→ WHAT TO DO: Retype the whole listing verbatim and keep the pictures out of it.

→ RECORDS SHOWN:
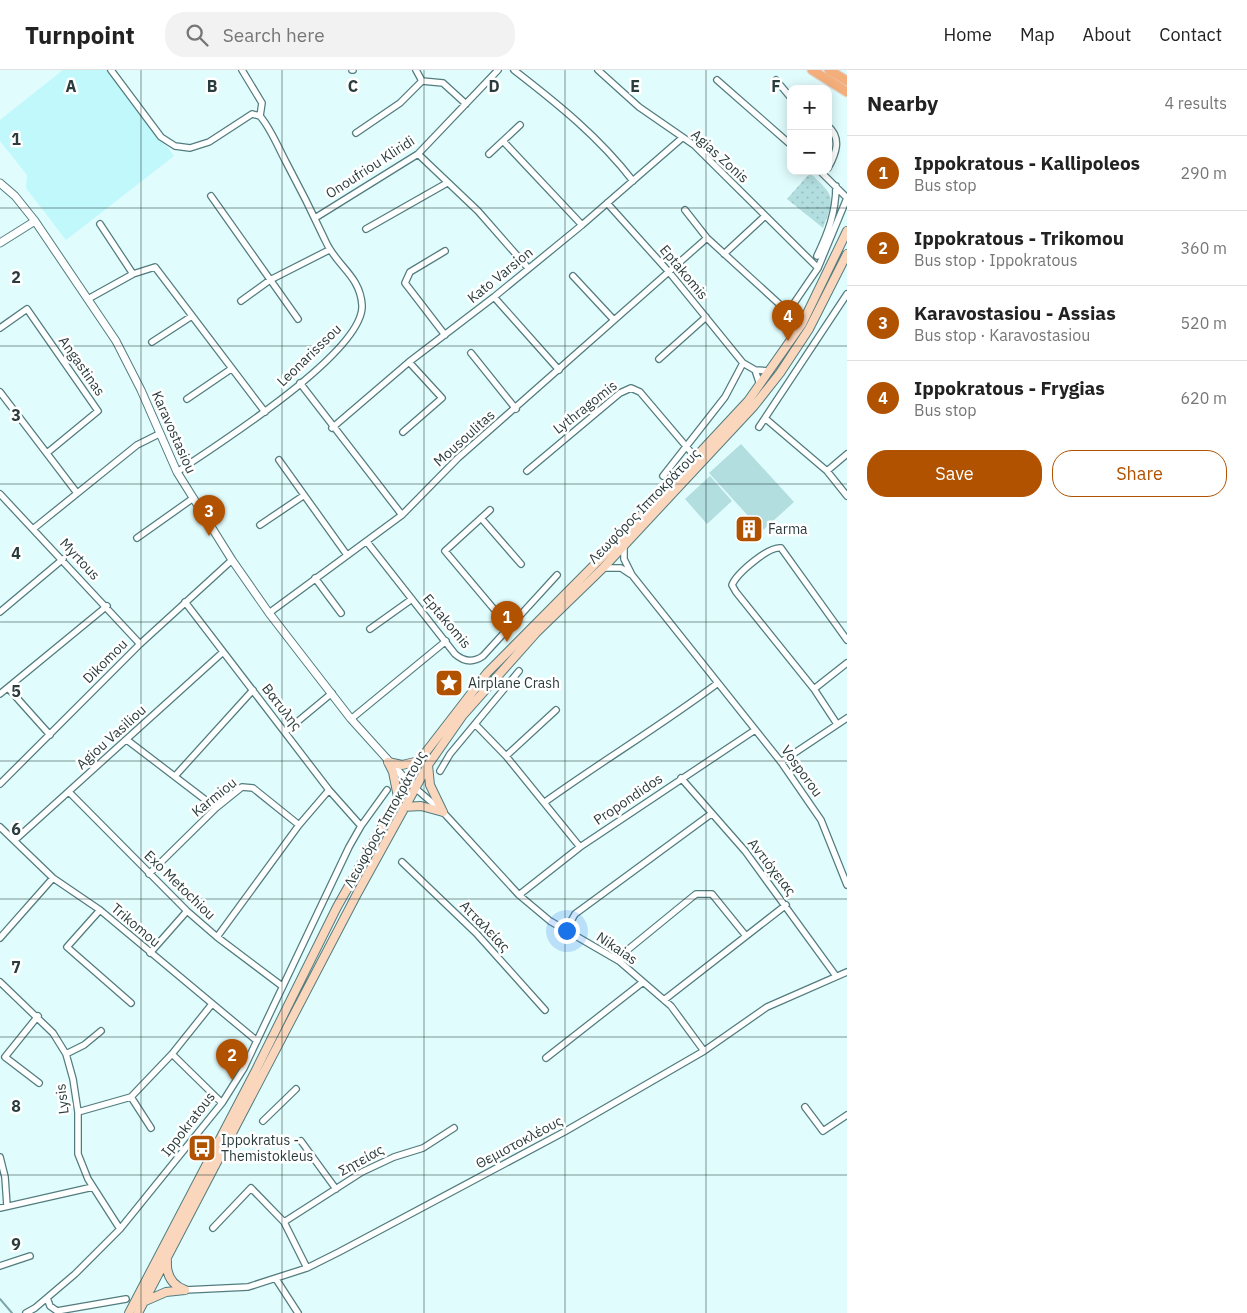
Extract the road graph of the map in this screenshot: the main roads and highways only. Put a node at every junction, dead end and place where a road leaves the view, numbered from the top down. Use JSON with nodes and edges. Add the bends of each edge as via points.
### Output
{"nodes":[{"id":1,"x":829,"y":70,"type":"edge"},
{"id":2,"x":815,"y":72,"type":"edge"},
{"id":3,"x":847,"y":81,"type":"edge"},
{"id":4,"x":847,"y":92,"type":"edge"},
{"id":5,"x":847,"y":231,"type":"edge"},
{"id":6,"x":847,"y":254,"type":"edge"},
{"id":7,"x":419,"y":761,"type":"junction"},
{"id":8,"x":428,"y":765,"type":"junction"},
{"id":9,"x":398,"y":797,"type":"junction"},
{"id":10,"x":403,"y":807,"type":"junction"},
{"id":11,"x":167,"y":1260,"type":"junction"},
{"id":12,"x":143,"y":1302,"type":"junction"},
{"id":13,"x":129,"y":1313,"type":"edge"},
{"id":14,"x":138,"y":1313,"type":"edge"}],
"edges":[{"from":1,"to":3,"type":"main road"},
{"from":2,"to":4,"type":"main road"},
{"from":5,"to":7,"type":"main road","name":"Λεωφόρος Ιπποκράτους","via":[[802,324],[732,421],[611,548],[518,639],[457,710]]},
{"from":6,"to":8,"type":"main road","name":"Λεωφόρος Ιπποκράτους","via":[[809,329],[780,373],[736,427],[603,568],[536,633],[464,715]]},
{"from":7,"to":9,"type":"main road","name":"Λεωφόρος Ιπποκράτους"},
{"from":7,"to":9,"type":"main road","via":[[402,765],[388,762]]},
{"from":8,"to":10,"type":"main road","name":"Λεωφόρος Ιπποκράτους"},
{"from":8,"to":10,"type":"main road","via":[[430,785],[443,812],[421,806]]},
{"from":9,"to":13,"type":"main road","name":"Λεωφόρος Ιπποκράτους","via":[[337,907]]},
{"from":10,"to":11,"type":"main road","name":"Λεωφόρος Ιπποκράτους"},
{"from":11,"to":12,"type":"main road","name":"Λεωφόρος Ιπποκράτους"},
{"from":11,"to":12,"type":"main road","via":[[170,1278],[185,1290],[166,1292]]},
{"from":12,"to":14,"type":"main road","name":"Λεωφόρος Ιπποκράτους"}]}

→ RESULT FOR THIS EXERCISE:
Extract the road graph of the map in this screenshot: the main roads and highways only. Put a node at every junction, dead end and place where a road leaves the view, numbered from the top down. Use JSON with nodes and edges. Add the bends of each edge as via points.
### Output
{"nodes":[{"id":1,"x":829,"y":70,"type":"edge"},
{"id":2,"x":815,"y":72,"type":"edge"},
{"id":3,"x":847,"y":81,"type":"edge"},
{"id":4,"x":847,"y":92,"type":"edge"},
{"id":5,"x":847,"y":231,"type":"edge"},
{"id":6,"x":847,"y":254,"type":"edge"},
{"id":7,"x":419,"y":761,"type":"junction"},
{"id":8,"x":428,"y":765,"type":"junction"},
{"id":9,"x":398,"y":797,"type":"junction"},
{"id":10,"x":403,"y":807,"type":"junction"},
{"id":11,"x":167,"y":1260,"type":"junction"},
{"id":12,"x":143,"y":1302,"type":"junction"},
{"id":13,"x":129,"y":1313,"type":"edge"},
{"id":14,"x":138,"y":1313,"type":"edge"}],
"edges":[{"from":1,"to":3,"type":"main road"},
{"from":2,"to":4,"type":"main road"},
{"from":5,"to":7,"type":"main road","name":"Λεωφόρος Ιπποκράτους","via":[[802,324],[732,421],[611,548],[518,639],[457,710]]},
{"from":6,"to":8,"type":"main road","name":"Λεωφόρος Ιπποκράτους","via":[[809,329],[780,373],[736,427],[603,568],[536,633],[464,715]]},
{"from":7,"to":9,"type":"main road","name":"Λεωφόρος Ιπποκράτους"},
{"from":7,"to":9,"type":"main road","via":[[402,765],[388,762]]},
{"from":8,"to":10,"type":"main road","name":"Λεωφόρος Ιπποκράτους"},
{"from":8,"to":10,"type":"main road","via":[[430,785],[443,812],[421,806]]},
{"from":9,"to":13,"type":"main road","name":"Λεωφόρος Ιπποκράτους","via":[[337,907]]},
{"from":10,"to":11,"type":"main road","name":"Λεωφόρος Ιπποκράτους"},
{"from":11,"to":12,"type":"main road","name":"Λεωφόρος Ιπποκράτους"},
{"from":11,"to":12,"type":"main road","via":[[170,1278],[185,1290],[166,1292]]},
{"from":12,"to":14,"type":"main road","name":"Λεωφόρος Ιπποκράτους"}]}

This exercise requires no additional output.